Un épisode maniaque rend une personne plus impulsive, elle est donc plus encline à prendre des risques. Un médecin doit comprendre si la personne ne fait que faire la comédie ou si ce comportement est radicalement différent de son comportement habituel. Des questions comme « Avez-vous fait des choses que vous considérez risquées » sont posées à la fois au patient et aux soignants. Les épisodes maniaques sont beaucoup plus risqués que les épisodes hypomaniaques, les patients conduisant et dépensant de façon imprudente, et prenant même part à des rapports sexuels risqués. Un comportement excessif qui ne peut pas être contrôlé fait également néanmoins partie de la prise de risque, comme les achats excessifs.

Un renforcement de l’estime de soi

Un épisode maniaque ou hypomaniaque s’accompagne d’une humeur élevée qui peut accroître la confiance en soi, l’estime de soi et l’optimisme bien au-delà de la normale. Par exemple, un patient peut dire au clinicien qu’il a l’impression de bien faire son travail et, parce qu’il se sent si bien, qu’il veut cesser de fumer dès maintenant et lancer cette entreprise qu’il souhaite créer depuis des années sans disposer d’un plan d’action concret. Des questions comme « Vous êtes-vous senti plus intelligent, plus brillant ou plus séduisant ces derniers temps ? » peuvent être posées.

Les antécédents familiaux

Les antécédents familiaux peuvent être extrêmement utiles quand on essaye de diagnostiquer le trouble bipolaire.

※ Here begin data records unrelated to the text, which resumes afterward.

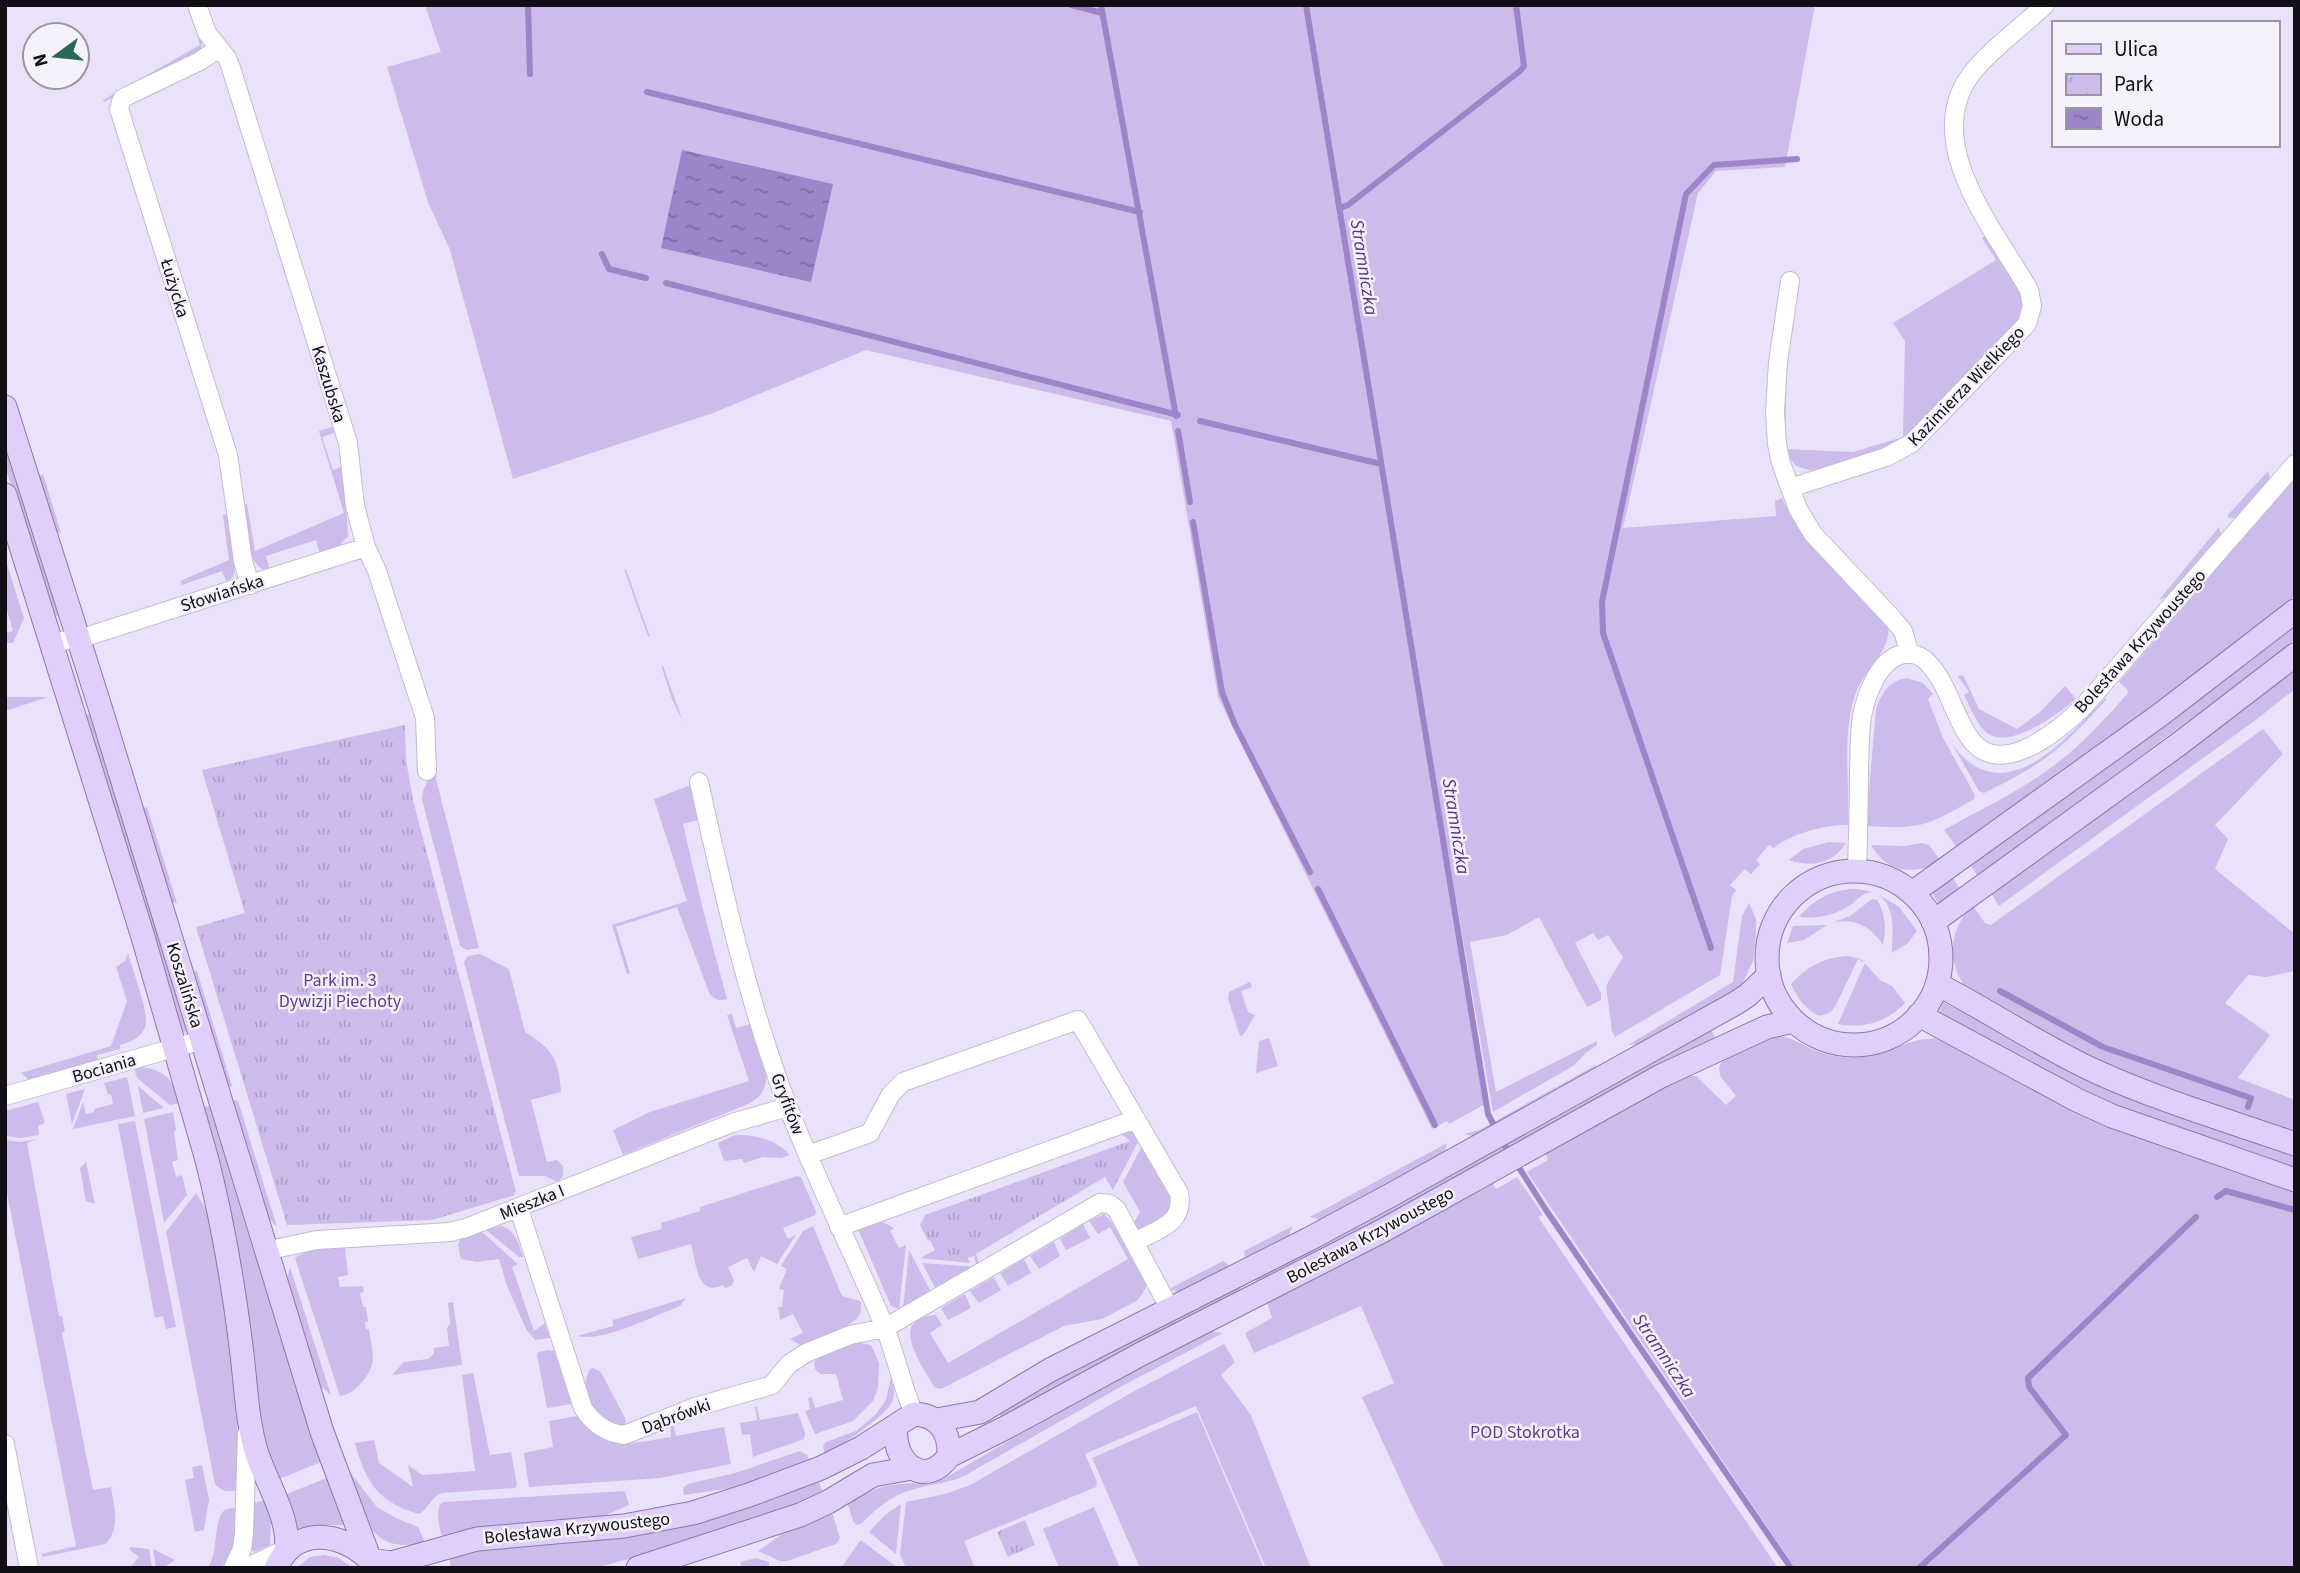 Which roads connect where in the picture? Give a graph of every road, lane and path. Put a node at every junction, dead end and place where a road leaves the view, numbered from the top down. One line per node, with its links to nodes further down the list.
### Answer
1 (197, 5): 3 (street, Kaszubska)
2 (2045, 5): 7 (street, Kazimierza Wielkiego)
3 (219, 48): 9 (street, Kaszubska); 10 (street, Łużycka)
4 (1790, 281): 7 (street)
5 (5, 407): 12 (main road, Koszalińska)
6 (2295, 464): 14 (street, Bolesława Krzywoustego)
7 (1790, 488): 14 (street)
8 (5, 495): 13 (main road, Koszalińska)
9 (366, 547): 10 (street, Słowiańska); 17 (street, Kaszubska)
10 (250, 585): 12 (street, Słowiańska)
11 (2295, 611): 20 (main road)
12 (79, 639): 13 (street, Słowiańska); 16 (street); 26 (main road, Koszalińska)
13 (51, 642): 16 (main road, Koszalińska)
14 (1910, 653): 19 (street)
15 (2295, 655): 21 (main road)
16 (58, 666): 27 (main road, Koszalińska)
17 (427, 771)
18 (699, 782): 29 (street, Gryfitów)
19 (1857, 871): 20 (main road); 22 (main road)
20 (1912, 893): 21 (main road)
21 (1933, 922): 23 (main road)
22 (1769, 975): 25 (main road); 38 (main road, Bolesława Krzywoustego)
23 (1937, 984): 24 (main road); 31 (main road)
24 (1919, 1015): 25 (main road); 33 (main road)
25 (1793, 1021): 45 (main road, Bolesława Krzywoustego)
26 (202, 1040): 27 (street, Bociania); 37 (main road, Koszalińska)
27 (175, 1048): 28 (street, Bociania); 40 (main road, Koszalińska)
28 (5, 1096)
29 (788, 1107): 32 (street, Gryfitów); 34 (street, Mieszka I)
30 (1136, 1119): 32 (street); 35 (street); 36 (street)
31 (2295, 1144)
32 (808, 1155): 35 (street, Gryfitów)
33 (2295, 1180)
34 (519, 1209): 37 (street, Mieszka I); 39 (street, Dąbrówki)
35 (839, 1227): 39 (street, Gryfitów)
36 (1134, 1242): 38 (street); 39 (street)
37 (265, 1251): 48 (main road, Koszalińska)
38 (1170, 1309): 42 (main road, Bolesława Krzywoustego)
39 (885, 1328): 41 (street, Gryfitów)
40 (249, 1412): 47 (main road, Koszalińska); 50 (street)
41 (914, 1414): 42 (main road); 43 (main road)
42 (937, 1420): 45 (main road)
43 (896, 1427): 46 (main road); 48 (main road, Bolesława Krzywoustego)
44 (5, 1444): 49 (street)
45 (949, 1456): 46 (main road)
46 (912, 1468): 52 (main road)
47 (281, 1559): 48 (main road); 51 (street)
48 (372, 1564)
49 (29, 1568)
50 (233, 1568)
51 (245, 1568)
52 (638, 1568)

Le risque de développer un trouble bipolaire augmente de manière significative pour ceux dont les membres de la famille proche sont touchés par la maladie, comme un parent, un frère ou une sœur. De plus, il peut être utile de poser ces questions à la fois au patient et au membre de la famille parce que, souvent, un patient n’appréhende pas complètement la situation et ne peut pas toujours répondre aux questions de manière exhaustive et sincère.